To some, it’s what a comedian is about, right?, being the ultimate iconoclast and taking on the status quo. Bill Burr is like that to a certain extent. Bill Hicks, George Carlin, Red Foxx, (and we can’t forget Lenny Bruce who made it all possible), all took chances and broke rules.

Buress is known for his outing of Bill Cosby’s rape allegations and injecting new life into those accusations. Some say it was Buress’s video of doing that on stage that gave that investigation legs and led to the ultimate demise of Cosby.

Breaking rules is what Buress does as a comedian. His profanity-laced material is often off-color, challenges society’s supposed norms, and attacks the powers that be by telling his truth, which in the case of the Catholic Church, (sexual abuse by priests) just happened to be the truth.

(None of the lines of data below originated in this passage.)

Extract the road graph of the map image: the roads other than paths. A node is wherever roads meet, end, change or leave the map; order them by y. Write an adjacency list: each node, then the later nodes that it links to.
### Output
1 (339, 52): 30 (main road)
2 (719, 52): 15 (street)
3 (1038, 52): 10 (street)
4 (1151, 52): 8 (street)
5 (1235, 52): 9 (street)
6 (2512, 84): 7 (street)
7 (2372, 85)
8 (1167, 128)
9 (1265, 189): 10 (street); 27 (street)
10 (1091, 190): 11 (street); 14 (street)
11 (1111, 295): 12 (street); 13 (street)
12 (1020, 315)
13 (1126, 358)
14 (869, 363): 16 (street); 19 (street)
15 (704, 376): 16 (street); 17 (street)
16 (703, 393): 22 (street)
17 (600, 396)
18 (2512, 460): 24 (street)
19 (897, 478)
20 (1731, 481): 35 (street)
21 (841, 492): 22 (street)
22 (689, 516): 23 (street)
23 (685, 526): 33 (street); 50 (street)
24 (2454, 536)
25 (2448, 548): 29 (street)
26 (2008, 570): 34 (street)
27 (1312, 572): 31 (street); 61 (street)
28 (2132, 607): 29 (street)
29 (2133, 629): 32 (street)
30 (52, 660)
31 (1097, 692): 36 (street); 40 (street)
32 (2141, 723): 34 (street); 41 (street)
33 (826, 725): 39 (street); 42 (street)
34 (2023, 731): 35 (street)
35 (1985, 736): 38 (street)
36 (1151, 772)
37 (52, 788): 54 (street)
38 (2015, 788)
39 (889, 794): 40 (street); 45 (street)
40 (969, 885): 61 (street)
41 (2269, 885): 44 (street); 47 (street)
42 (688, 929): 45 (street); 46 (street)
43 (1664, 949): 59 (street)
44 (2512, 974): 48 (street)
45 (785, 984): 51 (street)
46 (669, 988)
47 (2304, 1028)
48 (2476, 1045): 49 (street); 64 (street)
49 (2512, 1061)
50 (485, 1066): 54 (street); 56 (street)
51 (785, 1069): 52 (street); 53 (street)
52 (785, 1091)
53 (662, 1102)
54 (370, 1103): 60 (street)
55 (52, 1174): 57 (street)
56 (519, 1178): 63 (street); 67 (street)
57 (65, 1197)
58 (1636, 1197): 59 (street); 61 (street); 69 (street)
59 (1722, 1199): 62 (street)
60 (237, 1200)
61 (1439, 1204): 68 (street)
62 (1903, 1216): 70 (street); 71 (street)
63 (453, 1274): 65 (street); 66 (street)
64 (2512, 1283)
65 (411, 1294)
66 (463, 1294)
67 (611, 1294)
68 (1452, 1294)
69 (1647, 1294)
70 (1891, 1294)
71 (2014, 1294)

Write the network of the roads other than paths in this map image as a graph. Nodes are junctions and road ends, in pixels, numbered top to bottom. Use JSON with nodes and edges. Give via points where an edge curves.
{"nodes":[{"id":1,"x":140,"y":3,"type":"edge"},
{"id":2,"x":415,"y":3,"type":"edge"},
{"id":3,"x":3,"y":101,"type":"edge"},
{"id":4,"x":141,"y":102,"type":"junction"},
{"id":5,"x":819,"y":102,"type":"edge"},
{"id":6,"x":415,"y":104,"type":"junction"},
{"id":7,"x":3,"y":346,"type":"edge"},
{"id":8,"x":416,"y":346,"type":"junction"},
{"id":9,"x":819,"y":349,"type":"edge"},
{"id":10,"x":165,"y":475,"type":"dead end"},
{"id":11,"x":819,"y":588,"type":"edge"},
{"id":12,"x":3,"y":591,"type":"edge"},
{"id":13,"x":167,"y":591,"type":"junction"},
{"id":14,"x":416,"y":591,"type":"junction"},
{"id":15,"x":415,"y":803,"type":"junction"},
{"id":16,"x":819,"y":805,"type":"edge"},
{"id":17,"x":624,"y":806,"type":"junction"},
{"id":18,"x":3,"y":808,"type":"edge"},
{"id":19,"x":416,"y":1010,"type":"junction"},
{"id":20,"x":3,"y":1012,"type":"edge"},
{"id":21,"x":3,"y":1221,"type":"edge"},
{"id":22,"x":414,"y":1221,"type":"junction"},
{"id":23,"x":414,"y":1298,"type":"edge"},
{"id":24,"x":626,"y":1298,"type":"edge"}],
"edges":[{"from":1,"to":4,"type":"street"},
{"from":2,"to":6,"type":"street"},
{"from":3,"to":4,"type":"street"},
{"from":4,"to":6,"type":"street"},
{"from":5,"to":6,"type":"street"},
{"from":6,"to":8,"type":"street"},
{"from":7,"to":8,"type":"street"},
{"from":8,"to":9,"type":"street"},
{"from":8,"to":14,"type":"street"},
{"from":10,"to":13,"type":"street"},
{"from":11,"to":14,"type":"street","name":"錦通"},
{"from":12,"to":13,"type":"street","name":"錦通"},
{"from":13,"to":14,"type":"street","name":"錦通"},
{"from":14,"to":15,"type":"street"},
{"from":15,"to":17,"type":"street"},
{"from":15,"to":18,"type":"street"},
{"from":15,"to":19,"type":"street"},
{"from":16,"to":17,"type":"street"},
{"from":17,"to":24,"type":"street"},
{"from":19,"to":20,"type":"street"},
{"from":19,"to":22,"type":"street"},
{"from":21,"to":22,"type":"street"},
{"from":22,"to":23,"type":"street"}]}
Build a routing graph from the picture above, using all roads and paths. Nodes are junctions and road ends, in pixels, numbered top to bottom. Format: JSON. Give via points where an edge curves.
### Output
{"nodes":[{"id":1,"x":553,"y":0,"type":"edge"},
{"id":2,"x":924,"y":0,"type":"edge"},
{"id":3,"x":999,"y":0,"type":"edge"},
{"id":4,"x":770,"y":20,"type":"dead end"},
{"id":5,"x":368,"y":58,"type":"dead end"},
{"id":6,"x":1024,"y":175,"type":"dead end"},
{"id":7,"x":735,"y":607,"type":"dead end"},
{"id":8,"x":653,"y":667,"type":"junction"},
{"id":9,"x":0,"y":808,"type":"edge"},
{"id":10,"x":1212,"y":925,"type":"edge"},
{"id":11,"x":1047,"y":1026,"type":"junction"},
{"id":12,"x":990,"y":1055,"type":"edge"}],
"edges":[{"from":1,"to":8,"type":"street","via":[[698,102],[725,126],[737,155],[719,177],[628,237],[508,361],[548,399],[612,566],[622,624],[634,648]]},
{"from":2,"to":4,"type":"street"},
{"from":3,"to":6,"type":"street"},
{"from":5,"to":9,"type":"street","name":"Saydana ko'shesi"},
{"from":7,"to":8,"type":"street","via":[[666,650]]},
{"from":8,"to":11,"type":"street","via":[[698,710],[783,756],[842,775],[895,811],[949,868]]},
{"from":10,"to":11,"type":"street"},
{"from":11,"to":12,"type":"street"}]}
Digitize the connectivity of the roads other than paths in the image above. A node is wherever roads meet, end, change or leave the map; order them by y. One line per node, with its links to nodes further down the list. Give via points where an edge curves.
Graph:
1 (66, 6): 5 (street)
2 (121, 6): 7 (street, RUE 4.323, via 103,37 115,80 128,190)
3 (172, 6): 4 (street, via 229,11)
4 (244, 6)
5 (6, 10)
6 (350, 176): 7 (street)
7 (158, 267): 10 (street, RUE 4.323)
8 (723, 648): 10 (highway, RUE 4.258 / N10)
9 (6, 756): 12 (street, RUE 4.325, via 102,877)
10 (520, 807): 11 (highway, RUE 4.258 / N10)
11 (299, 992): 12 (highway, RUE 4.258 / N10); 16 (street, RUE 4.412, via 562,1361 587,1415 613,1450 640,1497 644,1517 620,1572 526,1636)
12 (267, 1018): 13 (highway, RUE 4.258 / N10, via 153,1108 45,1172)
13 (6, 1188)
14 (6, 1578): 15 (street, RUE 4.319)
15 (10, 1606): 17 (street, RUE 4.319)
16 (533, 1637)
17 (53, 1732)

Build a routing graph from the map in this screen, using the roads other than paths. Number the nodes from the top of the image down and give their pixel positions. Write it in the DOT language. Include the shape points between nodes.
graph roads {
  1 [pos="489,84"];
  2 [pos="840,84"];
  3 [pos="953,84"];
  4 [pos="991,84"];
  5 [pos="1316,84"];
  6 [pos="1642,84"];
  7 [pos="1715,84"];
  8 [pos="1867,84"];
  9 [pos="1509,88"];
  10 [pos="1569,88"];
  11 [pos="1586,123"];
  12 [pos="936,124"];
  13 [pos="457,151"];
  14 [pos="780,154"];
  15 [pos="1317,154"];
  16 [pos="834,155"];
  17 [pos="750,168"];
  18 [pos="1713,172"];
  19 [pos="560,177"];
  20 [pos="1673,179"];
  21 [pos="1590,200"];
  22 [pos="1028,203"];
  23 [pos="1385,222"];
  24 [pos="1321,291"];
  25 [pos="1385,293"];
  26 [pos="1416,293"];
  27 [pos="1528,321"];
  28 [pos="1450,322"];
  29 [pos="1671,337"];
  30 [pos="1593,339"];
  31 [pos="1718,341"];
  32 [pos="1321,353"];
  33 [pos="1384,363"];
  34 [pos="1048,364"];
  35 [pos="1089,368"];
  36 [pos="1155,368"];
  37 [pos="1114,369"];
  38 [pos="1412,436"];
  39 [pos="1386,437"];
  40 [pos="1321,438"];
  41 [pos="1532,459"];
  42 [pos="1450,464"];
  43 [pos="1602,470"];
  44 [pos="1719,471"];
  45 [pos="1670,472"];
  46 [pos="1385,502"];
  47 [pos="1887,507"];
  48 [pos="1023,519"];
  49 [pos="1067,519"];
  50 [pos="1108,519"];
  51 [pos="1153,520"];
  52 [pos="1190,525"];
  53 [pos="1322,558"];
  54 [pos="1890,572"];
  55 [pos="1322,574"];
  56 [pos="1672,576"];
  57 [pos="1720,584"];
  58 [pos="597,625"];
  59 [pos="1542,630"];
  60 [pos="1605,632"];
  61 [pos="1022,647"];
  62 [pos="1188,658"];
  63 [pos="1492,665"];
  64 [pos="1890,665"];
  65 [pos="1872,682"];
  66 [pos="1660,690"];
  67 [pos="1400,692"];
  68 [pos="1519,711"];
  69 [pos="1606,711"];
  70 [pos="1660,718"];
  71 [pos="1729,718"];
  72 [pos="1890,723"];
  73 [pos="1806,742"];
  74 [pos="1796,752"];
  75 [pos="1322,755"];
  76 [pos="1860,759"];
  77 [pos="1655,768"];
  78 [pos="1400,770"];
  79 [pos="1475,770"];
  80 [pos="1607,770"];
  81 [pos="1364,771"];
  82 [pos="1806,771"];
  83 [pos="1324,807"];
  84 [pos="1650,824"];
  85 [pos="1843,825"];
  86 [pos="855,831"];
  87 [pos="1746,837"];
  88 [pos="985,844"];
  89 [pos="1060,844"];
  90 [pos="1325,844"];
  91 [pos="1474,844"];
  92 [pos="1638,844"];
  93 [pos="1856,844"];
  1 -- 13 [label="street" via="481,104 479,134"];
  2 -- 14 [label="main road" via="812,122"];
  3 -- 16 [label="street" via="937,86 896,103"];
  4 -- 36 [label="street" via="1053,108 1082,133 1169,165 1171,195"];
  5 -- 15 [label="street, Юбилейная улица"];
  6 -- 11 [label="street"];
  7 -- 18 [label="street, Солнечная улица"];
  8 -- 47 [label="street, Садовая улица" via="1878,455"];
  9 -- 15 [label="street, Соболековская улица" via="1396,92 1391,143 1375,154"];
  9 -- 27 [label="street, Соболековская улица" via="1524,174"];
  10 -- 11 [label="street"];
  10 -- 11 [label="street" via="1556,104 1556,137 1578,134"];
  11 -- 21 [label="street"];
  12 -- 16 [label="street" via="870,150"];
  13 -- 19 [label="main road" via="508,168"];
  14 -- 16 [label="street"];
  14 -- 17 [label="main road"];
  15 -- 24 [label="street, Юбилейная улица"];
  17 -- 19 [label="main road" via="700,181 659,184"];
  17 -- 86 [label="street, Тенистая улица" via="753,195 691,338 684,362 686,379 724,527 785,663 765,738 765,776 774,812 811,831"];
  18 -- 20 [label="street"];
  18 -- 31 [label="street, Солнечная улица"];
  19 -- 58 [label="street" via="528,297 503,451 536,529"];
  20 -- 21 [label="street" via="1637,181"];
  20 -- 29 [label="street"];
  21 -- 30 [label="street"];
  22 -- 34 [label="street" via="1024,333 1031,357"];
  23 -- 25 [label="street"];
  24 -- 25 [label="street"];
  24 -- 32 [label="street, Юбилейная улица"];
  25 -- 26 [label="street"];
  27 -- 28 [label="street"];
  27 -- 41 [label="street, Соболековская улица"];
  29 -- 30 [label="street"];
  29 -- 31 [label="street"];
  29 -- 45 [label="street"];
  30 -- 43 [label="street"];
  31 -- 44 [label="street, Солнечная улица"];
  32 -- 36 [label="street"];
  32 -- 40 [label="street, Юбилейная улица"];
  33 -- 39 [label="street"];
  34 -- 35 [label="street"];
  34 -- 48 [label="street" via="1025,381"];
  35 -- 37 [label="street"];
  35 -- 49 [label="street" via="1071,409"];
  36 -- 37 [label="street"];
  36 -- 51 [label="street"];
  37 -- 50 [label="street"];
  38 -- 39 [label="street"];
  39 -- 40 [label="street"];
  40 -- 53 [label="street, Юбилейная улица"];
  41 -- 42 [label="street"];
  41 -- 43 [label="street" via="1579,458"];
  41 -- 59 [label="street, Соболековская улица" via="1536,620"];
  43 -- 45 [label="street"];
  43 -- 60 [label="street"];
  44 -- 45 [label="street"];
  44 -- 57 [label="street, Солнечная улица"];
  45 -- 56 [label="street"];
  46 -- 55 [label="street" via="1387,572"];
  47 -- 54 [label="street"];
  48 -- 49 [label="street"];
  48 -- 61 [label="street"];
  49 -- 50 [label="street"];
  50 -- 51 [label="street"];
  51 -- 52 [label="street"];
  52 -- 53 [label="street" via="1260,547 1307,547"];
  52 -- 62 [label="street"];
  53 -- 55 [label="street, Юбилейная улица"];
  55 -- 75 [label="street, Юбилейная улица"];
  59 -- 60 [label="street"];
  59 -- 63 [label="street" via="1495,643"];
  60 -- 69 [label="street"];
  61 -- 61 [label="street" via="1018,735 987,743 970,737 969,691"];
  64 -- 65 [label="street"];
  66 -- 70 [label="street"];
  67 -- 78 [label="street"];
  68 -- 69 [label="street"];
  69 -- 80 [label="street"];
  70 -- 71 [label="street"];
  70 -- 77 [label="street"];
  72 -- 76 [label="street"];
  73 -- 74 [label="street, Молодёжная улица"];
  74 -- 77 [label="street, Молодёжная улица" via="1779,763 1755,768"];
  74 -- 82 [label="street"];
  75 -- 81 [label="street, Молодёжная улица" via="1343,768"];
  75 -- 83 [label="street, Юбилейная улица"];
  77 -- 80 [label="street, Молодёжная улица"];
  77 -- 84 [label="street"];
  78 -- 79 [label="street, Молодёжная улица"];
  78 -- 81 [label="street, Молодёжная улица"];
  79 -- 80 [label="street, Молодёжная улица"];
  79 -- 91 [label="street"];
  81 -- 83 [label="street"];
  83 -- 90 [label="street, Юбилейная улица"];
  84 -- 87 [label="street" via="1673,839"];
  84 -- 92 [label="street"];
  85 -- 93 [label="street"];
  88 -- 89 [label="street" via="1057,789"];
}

Also consider the fact that nobody reaches any level of real success without taking big, bold risks. Buress is a risk taker and his career success reflects that. It has become his brand.

If we look beyond the layers of this incident, we have to ask several questions like why did Loyola book Hannibal Buress in the first place? Did they not know the kind of the material he does? A quick YouTube or Google search would’ve given the organizers an idea. Seems to me that the organizers are not accepting accountability.

The other thing about this story that struck me was that it was reported that Hannibal came back on stage after the students started asking for refunds.

What?!

The tuition for Loyola is $40,000 per year. At any school I’ve ever performed the school had a budget for entertainment. Why were the students paying for Buress?

And if the students were paying for the tickets, the “Golden Rule” doesn’t apply to the administrators, it applies to the students who paid to see Buress. The administration facilitated the event, but the students paid for a product and I’m sure they expected to receive the product they paid for.

That’s like hiring the band Rage Against the Machine and telling them they can’t sing “Take the Power Back” or “Killing in the Name” or booking Cardi B and telling her she can’t do “Bodak Yellow.”

In the end, when Buress gave the students what they what they were paying for, the administration gave the order to silence him, thus screwing the students.

Which leads us back to Buress’s earlier statement: “Ya’ll fuck kids, right?”